4.1      Per 1 januari 2015 is de gewijzigde Advocatenwet in werking getreden. De nieuwe Advocatenwet is van toepassing op klachten die op of na 1 januari 2015 zijn ingediend bij de deken. De onderhavige klacht is voor 1 januari 2015 ingediend bij de deken en wordt door de raad van discipline derhalve behandeld en beoordeeld op grond van de Advocatenwet, zoals die tot 1 januari 2015 gold. Waar in deze beslissing naar de Advocatenwet wordt verwezen, wordt de Advocatenwet zoals deze tot 1 januari 2015 gold bedoeld.

4.2      De raad is van oordeel dat de voorzitter bij zijn beoordeling de juiste maatstaf heeft toegepast en voorts acht heeft geslagen op alle relevante omstandigheden van het geval.

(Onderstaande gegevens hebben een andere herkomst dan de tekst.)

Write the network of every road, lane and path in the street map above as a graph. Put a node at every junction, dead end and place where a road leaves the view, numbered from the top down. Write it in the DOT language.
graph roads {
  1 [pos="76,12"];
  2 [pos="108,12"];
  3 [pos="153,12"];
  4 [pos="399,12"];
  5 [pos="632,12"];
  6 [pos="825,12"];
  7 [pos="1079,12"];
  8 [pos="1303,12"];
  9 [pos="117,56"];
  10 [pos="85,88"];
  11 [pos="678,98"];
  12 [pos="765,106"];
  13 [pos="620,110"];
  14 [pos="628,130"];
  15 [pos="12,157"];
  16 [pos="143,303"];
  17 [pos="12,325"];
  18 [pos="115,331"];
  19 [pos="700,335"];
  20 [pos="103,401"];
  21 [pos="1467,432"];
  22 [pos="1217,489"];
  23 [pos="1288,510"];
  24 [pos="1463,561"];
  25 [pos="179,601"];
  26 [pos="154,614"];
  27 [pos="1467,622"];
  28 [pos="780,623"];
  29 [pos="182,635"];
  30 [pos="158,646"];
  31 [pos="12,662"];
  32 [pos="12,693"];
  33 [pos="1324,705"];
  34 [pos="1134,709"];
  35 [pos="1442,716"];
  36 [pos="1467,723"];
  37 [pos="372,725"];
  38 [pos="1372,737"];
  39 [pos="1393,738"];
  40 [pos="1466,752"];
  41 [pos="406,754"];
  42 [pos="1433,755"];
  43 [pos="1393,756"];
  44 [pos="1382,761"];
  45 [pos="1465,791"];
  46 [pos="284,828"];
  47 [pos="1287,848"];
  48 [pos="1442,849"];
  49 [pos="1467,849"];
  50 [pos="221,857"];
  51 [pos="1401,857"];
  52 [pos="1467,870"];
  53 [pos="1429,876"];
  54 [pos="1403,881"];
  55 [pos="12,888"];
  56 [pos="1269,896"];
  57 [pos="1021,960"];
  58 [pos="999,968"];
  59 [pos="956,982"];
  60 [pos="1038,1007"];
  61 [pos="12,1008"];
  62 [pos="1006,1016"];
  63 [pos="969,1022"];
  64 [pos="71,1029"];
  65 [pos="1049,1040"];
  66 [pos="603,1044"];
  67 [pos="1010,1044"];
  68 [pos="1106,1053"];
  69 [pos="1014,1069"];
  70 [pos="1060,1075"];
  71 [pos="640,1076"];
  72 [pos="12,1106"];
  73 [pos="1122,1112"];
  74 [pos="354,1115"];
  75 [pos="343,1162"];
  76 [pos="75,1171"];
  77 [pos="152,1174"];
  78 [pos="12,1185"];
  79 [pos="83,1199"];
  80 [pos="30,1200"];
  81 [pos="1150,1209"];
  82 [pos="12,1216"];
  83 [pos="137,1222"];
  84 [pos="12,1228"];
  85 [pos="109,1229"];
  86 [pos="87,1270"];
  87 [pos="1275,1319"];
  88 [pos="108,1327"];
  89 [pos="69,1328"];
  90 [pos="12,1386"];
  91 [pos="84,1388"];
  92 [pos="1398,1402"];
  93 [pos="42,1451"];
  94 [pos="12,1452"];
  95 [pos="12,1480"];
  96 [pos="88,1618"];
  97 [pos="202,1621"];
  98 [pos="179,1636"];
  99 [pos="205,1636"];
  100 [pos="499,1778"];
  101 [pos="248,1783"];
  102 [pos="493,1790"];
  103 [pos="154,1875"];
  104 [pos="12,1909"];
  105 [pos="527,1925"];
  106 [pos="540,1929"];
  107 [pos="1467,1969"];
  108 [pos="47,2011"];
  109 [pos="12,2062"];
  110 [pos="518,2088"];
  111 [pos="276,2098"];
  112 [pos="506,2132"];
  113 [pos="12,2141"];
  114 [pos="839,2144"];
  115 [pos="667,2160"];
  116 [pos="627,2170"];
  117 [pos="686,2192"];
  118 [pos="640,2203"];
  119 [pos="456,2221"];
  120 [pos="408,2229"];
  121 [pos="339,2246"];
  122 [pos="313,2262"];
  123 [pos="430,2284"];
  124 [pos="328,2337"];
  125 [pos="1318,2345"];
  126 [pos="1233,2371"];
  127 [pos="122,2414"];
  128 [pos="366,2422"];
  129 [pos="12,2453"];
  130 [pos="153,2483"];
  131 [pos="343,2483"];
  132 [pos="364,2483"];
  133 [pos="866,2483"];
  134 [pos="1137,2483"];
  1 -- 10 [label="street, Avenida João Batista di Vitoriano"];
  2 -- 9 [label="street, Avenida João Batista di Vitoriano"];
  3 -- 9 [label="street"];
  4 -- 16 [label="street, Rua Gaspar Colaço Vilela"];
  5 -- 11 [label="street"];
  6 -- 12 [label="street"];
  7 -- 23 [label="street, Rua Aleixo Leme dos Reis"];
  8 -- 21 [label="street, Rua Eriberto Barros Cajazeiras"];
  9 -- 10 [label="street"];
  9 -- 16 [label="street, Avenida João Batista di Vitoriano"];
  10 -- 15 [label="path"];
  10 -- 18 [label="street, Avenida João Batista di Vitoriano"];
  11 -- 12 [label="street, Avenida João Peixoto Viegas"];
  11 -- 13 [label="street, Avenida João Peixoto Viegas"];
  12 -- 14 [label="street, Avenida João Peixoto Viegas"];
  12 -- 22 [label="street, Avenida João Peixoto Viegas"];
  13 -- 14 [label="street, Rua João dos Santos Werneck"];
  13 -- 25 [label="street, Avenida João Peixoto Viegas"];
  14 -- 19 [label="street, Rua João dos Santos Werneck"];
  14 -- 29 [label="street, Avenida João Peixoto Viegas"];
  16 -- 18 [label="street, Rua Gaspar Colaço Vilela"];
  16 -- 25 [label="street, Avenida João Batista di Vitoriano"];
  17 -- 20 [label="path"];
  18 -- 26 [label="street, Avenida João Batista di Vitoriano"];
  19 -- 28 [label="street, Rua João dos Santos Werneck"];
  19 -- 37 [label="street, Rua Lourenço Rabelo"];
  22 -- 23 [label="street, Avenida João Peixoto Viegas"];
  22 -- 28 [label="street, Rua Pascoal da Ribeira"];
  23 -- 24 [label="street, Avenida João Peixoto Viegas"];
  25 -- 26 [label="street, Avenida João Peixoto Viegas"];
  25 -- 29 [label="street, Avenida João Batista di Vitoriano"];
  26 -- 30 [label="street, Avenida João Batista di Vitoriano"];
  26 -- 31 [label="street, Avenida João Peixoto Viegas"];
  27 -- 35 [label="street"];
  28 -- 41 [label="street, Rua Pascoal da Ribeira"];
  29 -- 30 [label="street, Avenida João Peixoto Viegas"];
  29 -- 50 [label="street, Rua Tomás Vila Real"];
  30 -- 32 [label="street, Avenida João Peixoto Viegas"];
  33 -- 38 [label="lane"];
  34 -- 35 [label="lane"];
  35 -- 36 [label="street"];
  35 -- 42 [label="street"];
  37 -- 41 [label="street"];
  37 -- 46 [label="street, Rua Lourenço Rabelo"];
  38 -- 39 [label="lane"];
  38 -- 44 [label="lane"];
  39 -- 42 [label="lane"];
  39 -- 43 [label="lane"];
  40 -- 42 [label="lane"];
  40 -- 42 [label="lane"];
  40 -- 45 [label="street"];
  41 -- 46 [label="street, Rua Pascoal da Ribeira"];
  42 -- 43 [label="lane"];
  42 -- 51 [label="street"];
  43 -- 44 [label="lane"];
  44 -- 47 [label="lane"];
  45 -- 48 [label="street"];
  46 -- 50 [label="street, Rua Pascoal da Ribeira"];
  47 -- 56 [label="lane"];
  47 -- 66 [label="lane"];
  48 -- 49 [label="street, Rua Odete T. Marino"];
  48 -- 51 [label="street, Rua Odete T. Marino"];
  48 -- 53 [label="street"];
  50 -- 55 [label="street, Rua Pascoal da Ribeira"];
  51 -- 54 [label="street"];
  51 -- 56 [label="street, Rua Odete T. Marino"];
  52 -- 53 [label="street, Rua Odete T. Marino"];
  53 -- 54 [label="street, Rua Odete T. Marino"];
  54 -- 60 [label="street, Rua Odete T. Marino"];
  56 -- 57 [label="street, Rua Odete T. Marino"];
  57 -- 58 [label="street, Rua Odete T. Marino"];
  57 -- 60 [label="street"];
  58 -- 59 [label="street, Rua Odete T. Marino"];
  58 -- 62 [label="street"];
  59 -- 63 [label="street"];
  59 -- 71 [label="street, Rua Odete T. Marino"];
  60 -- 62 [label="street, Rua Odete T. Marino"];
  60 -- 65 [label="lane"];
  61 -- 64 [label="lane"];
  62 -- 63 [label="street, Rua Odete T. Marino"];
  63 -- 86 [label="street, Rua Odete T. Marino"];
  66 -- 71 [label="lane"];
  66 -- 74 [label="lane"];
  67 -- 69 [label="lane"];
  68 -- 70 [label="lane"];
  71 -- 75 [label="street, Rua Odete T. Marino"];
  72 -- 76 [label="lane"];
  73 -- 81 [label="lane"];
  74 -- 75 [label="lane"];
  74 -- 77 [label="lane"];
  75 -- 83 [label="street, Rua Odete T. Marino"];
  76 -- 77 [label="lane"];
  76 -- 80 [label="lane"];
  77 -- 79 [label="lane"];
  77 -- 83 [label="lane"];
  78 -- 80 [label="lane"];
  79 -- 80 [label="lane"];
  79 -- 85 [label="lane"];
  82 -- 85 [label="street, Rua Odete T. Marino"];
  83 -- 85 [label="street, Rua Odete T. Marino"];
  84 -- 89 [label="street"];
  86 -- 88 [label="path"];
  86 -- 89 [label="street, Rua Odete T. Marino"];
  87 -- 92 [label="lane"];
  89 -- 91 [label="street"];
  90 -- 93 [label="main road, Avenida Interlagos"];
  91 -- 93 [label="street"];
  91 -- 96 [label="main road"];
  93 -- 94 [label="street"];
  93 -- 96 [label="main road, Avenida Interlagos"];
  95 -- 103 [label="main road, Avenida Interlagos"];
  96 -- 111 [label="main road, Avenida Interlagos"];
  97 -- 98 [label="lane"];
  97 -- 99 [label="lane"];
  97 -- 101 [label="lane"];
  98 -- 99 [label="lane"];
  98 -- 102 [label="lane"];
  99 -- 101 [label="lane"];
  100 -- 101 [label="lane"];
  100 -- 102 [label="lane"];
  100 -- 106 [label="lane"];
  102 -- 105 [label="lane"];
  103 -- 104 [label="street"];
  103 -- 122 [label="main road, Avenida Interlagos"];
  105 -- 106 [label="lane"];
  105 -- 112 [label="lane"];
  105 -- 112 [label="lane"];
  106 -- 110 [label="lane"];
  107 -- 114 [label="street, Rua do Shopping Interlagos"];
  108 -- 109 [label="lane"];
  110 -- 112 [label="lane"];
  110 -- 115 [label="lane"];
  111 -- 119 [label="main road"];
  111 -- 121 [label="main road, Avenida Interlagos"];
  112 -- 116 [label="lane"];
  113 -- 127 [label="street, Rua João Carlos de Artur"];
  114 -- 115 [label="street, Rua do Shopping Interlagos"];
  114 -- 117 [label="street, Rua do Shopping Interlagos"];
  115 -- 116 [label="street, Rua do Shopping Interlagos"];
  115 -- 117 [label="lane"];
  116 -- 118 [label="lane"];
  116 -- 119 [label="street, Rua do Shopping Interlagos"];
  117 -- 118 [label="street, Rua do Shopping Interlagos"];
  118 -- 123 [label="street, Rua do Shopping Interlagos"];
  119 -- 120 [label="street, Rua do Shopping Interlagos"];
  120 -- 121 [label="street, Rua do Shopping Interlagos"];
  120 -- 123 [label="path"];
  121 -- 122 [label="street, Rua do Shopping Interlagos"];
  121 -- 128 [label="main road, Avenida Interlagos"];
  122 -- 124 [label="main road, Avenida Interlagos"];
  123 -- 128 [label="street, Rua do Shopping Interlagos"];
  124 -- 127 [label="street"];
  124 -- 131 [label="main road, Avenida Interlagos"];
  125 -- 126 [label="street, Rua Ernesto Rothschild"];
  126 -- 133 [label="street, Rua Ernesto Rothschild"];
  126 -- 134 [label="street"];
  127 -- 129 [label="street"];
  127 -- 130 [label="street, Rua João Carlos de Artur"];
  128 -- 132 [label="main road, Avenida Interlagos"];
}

4.3      Naar het oordeel van de raad kunnen de door klager aangevoerde gronden niet slagen en heeft de voorzitter de klacht terecht en op juiste gronden kennelijk ongegrond bevonden.

4.4      Nu het verzet van klagers tegen de beslissing van de voorzitter ook overigens geen nieuwe gezichtspunten oplevert is er geen plaats voor verder onderzoek naar de klacht en moet het verzet ongegrond worden verklaard.

BESLISSING

De raad van discipline:

verklaart het verzet ongegrond.

Aldus gewezen door mr. W.E.A. Gimbrère-Straetmans, voorzitter, mrs. R.G. Gebel, E.J.P.J.M. Kneepkens, L.J.G. De Haas en A. Groenwoud , leden, bijgestaan door mr. I.J.M. Huysmans-van Opstal als griffier en uitgesproken ter openbare zitting van 11 januari 2016.

griffier                                                               voorzitter                                  

Deze beslissing is in afschrift op 11 januari 2016

verzonden aan:

-     klager

-     verweerder

-     de deken van de Orde van Advocaten in het arrondissement Zeeland-West-Brabant

-     de deken van de Nederlandse Orde van Advocaten.

Van deze beslissing kan geen hoger beroep bij het Hof van Discipline worden ingesteld.